Collect all lines from the listing that include the string "middle".

..............................

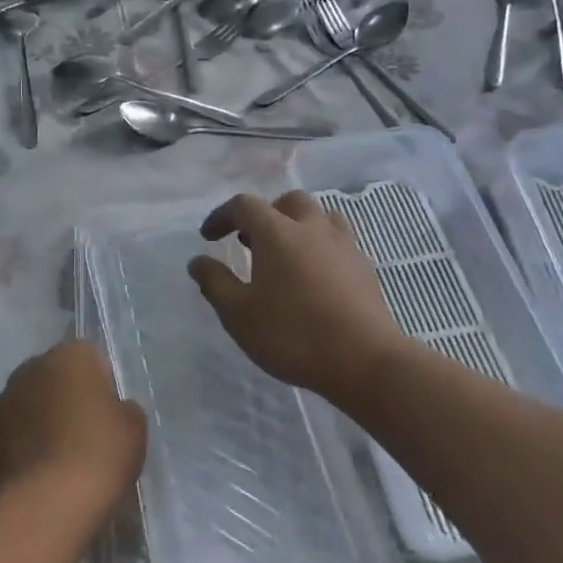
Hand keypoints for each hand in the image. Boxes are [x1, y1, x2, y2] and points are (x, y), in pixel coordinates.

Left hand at [0, 341, 145, 517]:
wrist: (48, 505)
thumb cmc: (99, 453)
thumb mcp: (134, 425)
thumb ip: (121, 406)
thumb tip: (108, 410)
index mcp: (69, 355)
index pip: (89, 356)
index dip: (102, 382)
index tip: (109, 411)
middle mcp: (31, 368)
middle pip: (55, 377)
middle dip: (68, 396)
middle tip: (87, 432)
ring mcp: (3, 403)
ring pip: (31, 404)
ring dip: (43, 420)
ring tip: (62, 456)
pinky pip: (14, 434)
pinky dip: (25, 446)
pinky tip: (41, 473)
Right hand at [189, 190, 405, 399]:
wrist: (364, 360)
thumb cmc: (293, 335)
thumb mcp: (239, 315)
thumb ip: (215, 283)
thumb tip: (198, 261)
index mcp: (278, 232)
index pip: (244, 205)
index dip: (222, 216)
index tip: (209, 236)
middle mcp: (312, 228)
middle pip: (288, 202)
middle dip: (265, 214)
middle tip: (250, 241)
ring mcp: (343, 244)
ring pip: (319, 216)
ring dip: (297, 225)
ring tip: (285, 253)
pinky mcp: (363, 266)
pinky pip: (337, 240)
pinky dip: (319, 245)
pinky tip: (313, 275)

..............................

• _Solved exercise_
middle mcp: (31, 368)
middle pip: (55, 377)
middle dip: (68, 396)
middle tip: (87, 432)
middle mcp: (312, 228)
middle pip: (288, 202)
middle dip: (265, 214)
middle tip: (250, 241)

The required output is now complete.